This support, which is funded through reprioritised existing budgets, will offer local councils the opportunity to apply for additional resources to support recovery efforts in areas affected by the severe weather. It will help communities recover and repair damage to sections of the local highway network in affected areas.
I appreciate many local authorities are still undertaking clean-up operations and it will take some time to assess damage, particularly to their transport infrastructure.
The funding for roads announced today is in addition to the £3.4 billion the Department for Transport is providing to local highway authorities between 2011 to 2015 on highways maintenance which could also be used for road repairs.
I will set clear expectations for results to be achieved with these funds, and local authorities will have a key role in identifying priorities for assistance and for working closely with communities and businesses to enable this to happen. Departmental officials are working to finalise arrangements for the allocation of this money and will write to local authority chief executives shortly to confirm the availability of the funds and the application process.
The recovery support package announced today is in addition to financial assistance the Government will make available through the Bellwin scheme to local authorities to assist with the immediate costs associated with these events.

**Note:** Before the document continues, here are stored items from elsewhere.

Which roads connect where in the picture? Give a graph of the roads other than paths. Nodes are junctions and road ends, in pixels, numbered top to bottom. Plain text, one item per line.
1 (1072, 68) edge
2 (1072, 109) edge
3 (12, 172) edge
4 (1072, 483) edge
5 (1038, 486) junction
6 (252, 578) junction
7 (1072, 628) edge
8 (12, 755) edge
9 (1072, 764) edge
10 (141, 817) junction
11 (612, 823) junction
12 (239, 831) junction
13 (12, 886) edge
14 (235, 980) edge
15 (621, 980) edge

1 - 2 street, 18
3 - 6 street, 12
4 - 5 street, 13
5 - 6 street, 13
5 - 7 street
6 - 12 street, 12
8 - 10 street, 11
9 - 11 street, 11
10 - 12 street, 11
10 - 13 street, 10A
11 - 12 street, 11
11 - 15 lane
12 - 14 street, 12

In terms of support for businesses, I recognise that temporary cash flow may be a particular issue for affected businesses and help is available through measures that apply UK wide:
HMRC will consider any request for a time to pay extension for customers affected by the recent flooding. Each case is treated on its own merits and affected individuals should contact HMRC at the earliest possible opportunity to discuss their payment options.

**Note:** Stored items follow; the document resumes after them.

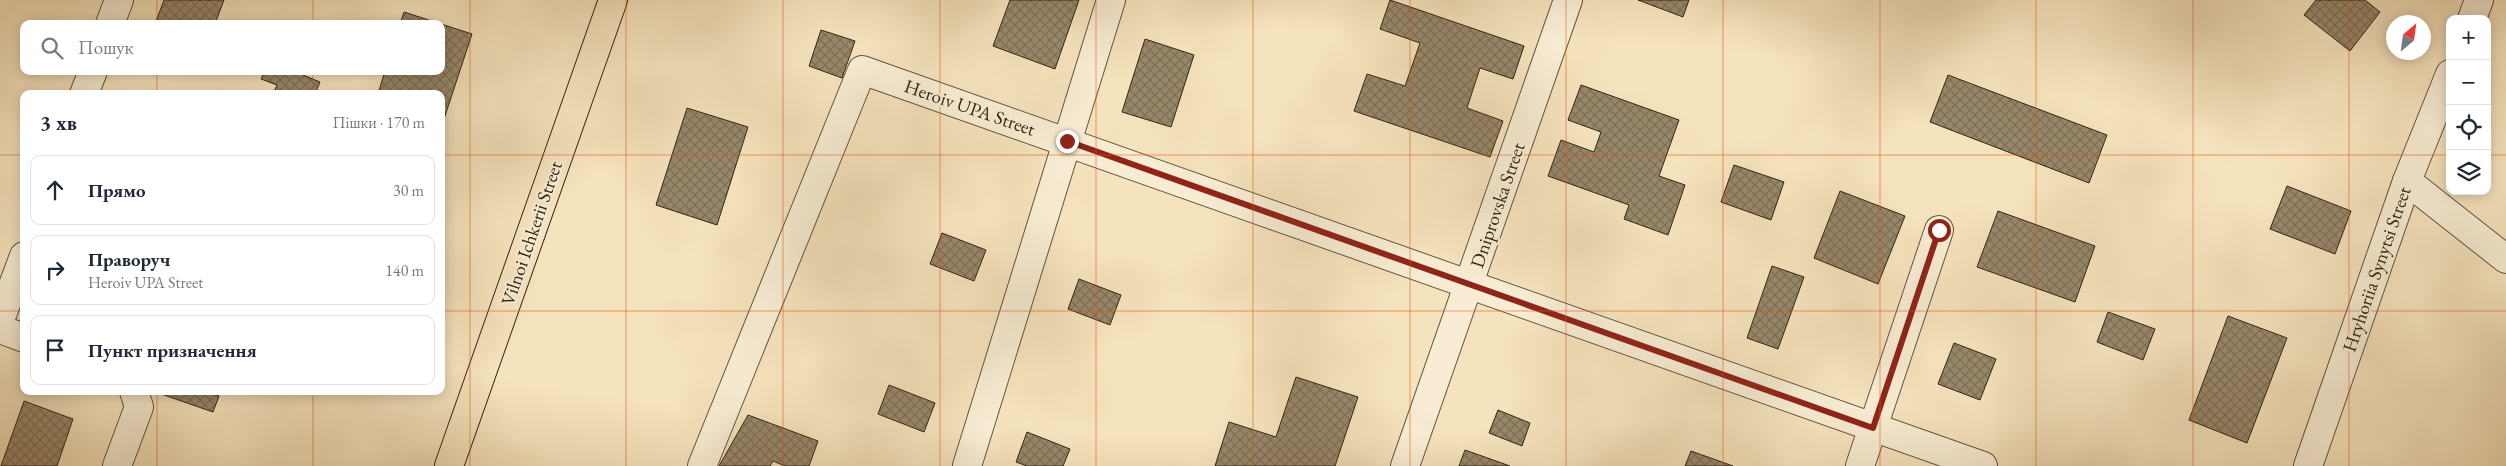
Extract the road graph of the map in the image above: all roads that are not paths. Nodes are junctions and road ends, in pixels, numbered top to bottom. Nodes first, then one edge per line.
1 (119, 0) edge
2 (613, 0) edge
3 (1111, 0) edge
4 (1568, 0) edge
5 (2479, 0) edge
6 (2473, 15) edge
7 (112, 20) edge
8 (91, 75) edge
9 (2446, 84) edge
10 (86, 90) edge
11 (1067, 141) junction
12 (2407, 181) junction
13 (1939, 230) dead end
14 (2506, 259) edge
15 (20, 267) edge
16 (1469, 283) junction
17 (0, 320) edge
18 (0, 330) edge
19 (20, 337) edge
20 (135, 395) edge
21 (1873, 428) junction
22 (117, 466) edge
23 (449, 466) edge
24 (702, 466) edge
25 (967, 466) edge
26 (1405, 466) edge
27 (1860, 466) edge
28 (1982, 466) edge
29 (2308, 466) edge

1 - 7 street
2 - 23 main road, Vilnoi Ichkerii Street
3 - 11 street
4 - 16 street, Dniprovska Street
5 - 6 street
8 - 10 street
9 - 12 street, Hryhoriia Synytsi Street
11 - 16 street, Heroiv UPA Street
11 - 24 street, Heroiv UPA Street
11 - 25 street
12 - 14 street
12 - 29 street, Hryhoriia Synytsi Street
13 - 21 street
15 - 17 street
16 - 21 street, Heroiv UPA Street
16 - 26 street, Dniprovska Street
18 - 19 street
20 - 22 street
21 - 27 street
21 - 28 street, Heroiv UPA Street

Advice on managing cash flow is available on: www.gov.uk and the business support helpline continues to offer support to businesses on a wide range of issues.
The Department for Business Innovation and Skills continues to work with the banks to support lending to small businesses including the enterprise finance guarantee scheme which guarantees loans to viable businesses lacking the collateral or track record for a standard bank loan.
I welcome RBS and NatWest’s decision to launch a £250 million interest-free loan fund to support business affected by the severe weather.
The costs of repairing flood defences damaged by the extreme weather are currently being assessed, and my right hon. Friend the Secretary of State for Environment, Food and Rural Affairs will address this in a few weeks in his report to Parliament on floods funding.
Funding from the recovery support package can be used to cover costs above and beyond those met by Bellwin, insurance, and existing central and local Government obligations. Local authorities in England that experienced damage during the recent severe weather and east coast tidal surge can apply for support from the funding package announced today.
Support for other parts of the United Kingdom is a matter for the devolved Administrations.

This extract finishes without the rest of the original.